LANDMARK STRATEGIES
One Militia Drive
Lexington, MA 02421
781-860-7320


This piece and the accompanying slides were developed to remind those involved with defined contribution plans why a well-structured plan needs an option offering both principal stability and a good rate of return. Landmark hopes that plan sponsors and others in the DC community will feel free to use the material. A computer file containing the slides in Powerpoint format can also be obtained from Landmark.


Why Stable Value
Revisiting Participant Investment Needs

It’s not fashionable to talk about stable value funds these days or why they are important for defined contribution plans. Investment professionals and the pension media have focused on the need for new 401(k) options and education programs to help participants understand them.

Slide 2
Ironically, these highly worthwhile discussions seem to have come at the expense of an equally important issue for the 401(k) world - understanding participants’ primary investment needs and making sure that the plan is structured appropriately to meet those needs. After performing that analysis it becomes clear that a stable value fund is virtually essential for a well-structured plan.

Slide 3
This discussion will focus on three aspects of understanding participant investment needs that are often neglected:

Understanding the differences between defined benefit and defined contribution plan risks.

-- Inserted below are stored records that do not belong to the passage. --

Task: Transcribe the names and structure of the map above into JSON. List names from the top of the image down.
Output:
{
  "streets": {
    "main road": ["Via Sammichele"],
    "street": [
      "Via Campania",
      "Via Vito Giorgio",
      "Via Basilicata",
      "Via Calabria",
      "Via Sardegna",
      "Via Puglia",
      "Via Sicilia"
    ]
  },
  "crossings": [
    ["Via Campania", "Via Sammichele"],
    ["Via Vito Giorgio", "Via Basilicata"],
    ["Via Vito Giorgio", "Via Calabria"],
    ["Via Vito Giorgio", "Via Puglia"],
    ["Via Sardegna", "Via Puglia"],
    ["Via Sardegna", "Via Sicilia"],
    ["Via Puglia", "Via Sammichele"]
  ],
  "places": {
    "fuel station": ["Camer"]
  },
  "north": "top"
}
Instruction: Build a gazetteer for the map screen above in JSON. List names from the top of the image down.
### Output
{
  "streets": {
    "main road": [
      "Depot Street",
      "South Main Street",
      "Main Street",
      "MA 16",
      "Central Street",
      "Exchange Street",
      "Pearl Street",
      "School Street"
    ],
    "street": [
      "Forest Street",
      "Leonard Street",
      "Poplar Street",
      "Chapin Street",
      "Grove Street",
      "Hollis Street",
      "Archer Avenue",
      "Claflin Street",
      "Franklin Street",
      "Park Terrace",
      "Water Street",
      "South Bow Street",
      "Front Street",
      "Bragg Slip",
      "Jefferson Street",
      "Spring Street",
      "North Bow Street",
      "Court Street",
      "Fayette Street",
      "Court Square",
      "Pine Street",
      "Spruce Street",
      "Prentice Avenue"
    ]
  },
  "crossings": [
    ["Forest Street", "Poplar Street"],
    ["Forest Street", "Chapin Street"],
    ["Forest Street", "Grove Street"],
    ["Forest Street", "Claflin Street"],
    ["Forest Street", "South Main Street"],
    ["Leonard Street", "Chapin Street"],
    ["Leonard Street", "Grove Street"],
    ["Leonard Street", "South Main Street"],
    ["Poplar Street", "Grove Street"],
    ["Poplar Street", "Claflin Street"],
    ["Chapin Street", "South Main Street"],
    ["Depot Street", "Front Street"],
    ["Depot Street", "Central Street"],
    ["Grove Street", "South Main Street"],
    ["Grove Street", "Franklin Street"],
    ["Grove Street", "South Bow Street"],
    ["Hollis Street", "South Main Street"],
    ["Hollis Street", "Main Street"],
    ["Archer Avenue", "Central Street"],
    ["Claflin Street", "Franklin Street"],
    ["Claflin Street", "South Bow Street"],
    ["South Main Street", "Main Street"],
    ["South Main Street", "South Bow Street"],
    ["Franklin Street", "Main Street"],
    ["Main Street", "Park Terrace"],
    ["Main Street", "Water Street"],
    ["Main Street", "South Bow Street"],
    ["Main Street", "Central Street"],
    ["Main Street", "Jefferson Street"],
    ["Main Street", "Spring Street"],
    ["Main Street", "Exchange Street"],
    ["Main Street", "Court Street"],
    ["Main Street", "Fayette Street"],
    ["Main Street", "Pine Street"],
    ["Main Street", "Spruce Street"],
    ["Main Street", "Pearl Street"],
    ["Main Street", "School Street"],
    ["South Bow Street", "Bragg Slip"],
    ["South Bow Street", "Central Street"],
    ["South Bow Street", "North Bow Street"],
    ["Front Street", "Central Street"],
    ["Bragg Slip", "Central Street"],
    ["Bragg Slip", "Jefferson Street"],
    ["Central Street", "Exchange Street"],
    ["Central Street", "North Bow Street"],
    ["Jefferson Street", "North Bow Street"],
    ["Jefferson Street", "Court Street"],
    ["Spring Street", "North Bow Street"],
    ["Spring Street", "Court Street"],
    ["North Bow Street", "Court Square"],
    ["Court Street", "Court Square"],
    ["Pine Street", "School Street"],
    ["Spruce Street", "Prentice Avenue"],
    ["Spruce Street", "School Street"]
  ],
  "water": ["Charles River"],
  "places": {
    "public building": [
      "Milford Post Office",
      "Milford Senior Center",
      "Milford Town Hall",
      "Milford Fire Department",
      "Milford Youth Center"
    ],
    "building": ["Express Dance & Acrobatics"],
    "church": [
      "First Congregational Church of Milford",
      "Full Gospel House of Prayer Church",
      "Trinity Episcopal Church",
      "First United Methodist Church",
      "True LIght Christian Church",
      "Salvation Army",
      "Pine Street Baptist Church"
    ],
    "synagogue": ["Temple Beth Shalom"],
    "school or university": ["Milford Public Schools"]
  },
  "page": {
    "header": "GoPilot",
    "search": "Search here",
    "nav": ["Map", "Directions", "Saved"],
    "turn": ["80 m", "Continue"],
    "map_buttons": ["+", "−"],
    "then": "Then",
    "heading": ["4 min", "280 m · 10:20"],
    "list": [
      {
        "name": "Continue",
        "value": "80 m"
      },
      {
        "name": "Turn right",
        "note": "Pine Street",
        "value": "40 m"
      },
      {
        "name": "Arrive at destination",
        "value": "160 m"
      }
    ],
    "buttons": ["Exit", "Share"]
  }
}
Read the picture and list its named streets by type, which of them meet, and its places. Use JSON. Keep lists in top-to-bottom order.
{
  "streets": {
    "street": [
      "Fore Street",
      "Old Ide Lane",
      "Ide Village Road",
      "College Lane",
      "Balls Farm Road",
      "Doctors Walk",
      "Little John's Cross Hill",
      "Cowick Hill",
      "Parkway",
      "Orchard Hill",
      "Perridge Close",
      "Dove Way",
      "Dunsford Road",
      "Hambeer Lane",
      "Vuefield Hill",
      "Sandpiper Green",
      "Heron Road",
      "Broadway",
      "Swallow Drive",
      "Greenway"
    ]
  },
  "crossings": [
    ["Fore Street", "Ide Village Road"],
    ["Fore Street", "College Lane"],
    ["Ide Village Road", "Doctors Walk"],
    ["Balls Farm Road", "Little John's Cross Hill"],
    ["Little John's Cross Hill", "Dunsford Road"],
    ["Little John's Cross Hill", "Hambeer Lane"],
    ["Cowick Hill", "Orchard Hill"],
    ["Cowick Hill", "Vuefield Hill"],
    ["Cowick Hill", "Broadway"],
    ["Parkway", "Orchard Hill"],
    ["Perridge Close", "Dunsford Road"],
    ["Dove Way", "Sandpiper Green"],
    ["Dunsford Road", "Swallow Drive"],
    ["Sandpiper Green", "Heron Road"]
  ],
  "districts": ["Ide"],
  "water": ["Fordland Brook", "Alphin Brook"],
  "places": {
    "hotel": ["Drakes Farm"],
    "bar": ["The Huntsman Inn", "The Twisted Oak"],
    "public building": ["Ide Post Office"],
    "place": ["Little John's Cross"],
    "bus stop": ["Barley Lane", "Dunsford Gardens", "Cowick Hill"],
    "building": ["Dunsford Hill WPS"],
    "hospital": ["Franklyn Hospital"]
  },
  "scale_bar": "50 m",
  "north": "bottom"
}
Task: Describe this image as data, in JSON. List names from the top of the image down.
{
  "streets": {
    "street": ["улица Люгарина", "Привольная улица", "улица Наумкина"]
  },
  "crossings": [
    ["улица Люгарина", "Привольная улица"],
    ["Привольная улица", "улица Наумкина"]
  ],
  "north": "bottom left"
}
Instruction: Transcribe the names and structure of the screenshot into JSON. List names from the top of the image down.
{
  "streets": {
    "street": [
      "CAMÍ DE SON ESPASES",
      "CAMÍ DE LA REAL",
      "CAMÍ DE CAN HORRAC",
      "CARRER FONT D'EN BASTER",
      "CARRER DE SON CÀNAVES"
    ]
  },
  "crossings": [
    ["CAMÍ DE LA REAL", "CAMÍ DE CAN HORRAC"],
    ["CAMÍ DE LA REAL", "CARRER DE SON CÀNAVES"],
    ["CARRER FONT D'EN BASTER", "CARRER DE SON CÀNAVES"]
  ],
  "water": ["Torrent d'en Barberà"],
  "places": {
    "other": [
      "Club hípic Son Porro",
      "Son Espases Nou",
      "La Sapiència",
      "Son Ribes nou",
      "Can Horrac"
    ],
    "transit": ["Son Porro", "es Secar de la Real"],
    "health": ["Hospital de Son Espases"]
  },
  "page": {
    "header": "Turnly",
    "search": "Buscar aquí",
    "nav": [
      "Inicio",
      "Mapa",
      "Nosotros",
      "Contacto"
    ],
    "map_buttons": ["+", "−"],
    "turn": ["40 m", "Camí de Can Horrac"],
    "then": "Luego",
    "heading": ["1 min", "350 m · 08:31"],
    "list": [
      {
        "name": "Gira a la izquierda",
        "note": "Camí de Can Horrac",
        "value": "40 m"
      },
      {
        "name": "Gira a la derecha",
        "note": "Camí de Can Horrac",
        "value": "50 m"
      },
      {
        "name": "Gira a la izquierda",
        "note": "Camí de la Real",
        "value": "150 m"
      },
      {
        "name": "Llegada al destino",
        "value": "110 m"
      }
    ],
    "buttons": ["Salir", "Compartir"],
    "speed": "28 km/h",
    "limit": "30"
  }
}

The standard asset allocation theory used by all investment professionals was developed for defined benefit plans. Before applying it to defined contribution investors, it’s critical to understand the differences between the types of plans and the inherent limitations of the theory for the defined contribution arena.

Slide 4
As a practical matter, the only substantial risks faced by the institutional or defined benefit investor are asset risks. A DB plan is established and regulated to be independent of its funding sponsor, so that any profitability problems of the corporation don’t affect the financial soundness of the plan. Liabilities are typically so highly diversifiable that simply ensuring a basic level of cash flow to meet expected payments is usually adequate risk protection.

Slide 5
The picture is very different for the 401(k) investor, however. The individual participant has absolutely no way to diversify the benefit risk. Moreover, the risk of needing to draw upon the plan assets - whether for retirement or basic contingencies long before retirement - is totally linked to the financial status of the investor.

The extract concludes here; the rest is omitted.